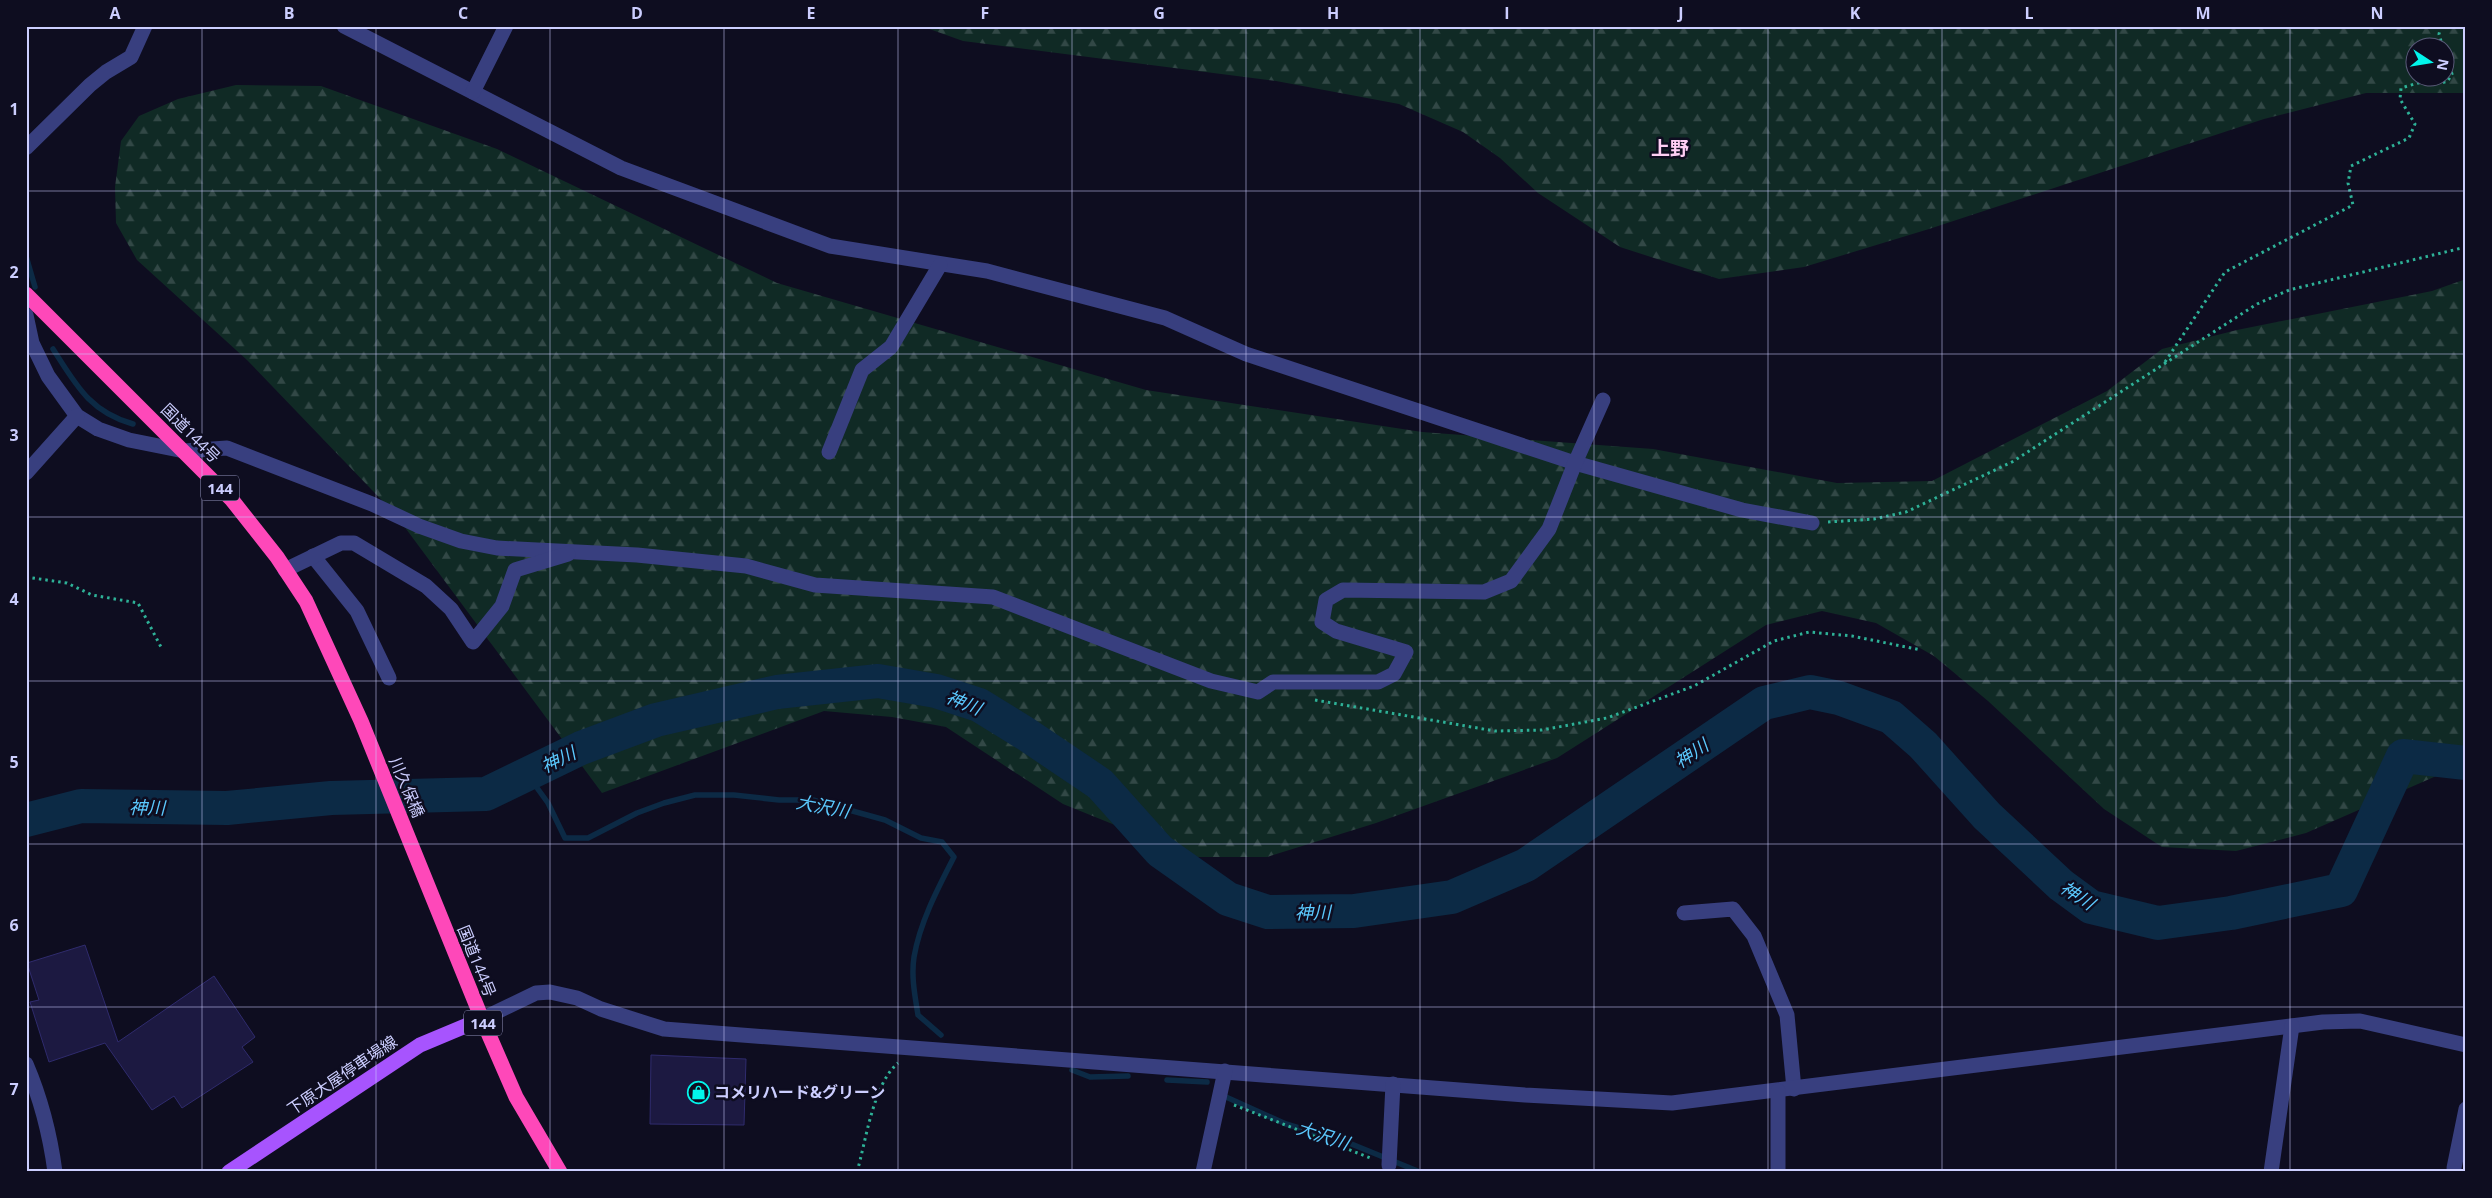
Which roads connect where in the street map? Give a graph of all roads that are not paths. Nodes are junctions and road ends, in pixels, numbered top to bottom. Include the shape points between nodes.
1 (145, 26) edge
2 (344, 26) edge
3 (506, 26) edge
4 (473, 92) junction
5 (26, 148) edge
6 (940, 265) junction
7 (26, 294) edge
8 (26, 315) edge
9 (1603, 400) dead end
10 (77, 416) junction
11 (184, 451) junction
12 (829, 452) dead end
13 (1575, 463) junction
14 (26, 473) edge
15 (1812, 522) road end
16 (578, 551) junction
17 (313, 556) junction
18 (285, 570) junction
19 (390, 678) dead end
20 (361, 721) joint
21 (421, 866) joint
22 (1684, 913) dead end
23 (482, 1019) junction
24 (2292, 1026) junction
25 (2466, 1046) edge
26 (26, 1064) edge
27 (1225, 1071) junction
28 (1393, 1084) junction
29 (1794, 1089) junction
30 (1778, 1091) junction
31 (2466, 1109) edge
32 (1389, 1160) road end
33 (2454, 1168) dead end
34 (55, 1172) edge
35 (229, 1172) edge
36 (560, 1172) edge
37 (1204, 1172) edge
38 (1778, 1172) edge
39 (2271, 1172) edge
* * * *
§ What is expected:
Although the records contain pictures, transcribe only their text, exactly as written.

§ Written reply:
Which roads connect where in the street map? Give a graph of all roads that are not paths. Nodes are junctions and road ends, in pixels, numbered top to bottom. Include the shape points between nodes.
1 (145, 26) edge
2 (344, 26) edge
3 (506, 26) edge
4 (473, 92) junction
5 (26, 148) edge
6 (940, 265) junction
7 (26, 294) edge
8 (26, 315) edge
9 (1603, 400) dead end
10 (77, 416) junction
11 (184, 451) junction
12 (829, 452) dead end
13 (1575, 463) junction
14 (26, 473) edge
15 (1812, 522) road end
16 (578, 551) junction
17 (313, 556) junction
18 (285, 570) junction
19 (390, 678) dead end
20 (361, 721) joint
21 (421, 866) joint
22 (1684, 913) dead end
23 (482, 1019) junction
24 (2292, 1026) junction
25 (2466, 1046) edge
26 (26, 1064) edge
27 (1225, 1071) junction
28 (1393, 1084) junction
29 (1794, 1089) junction
30 (1778, 1091) junction
31 (2466, 1109) edge
32 (1389, 1160) road end
33 (2454, 1168) dead end
34 (55, 1172) edge
35 (229, 1172) edge
36 (560, 1172) edge
37 (1204, 1172) edge
38 (1778, 1172) edge
39 (2271, 1172) edge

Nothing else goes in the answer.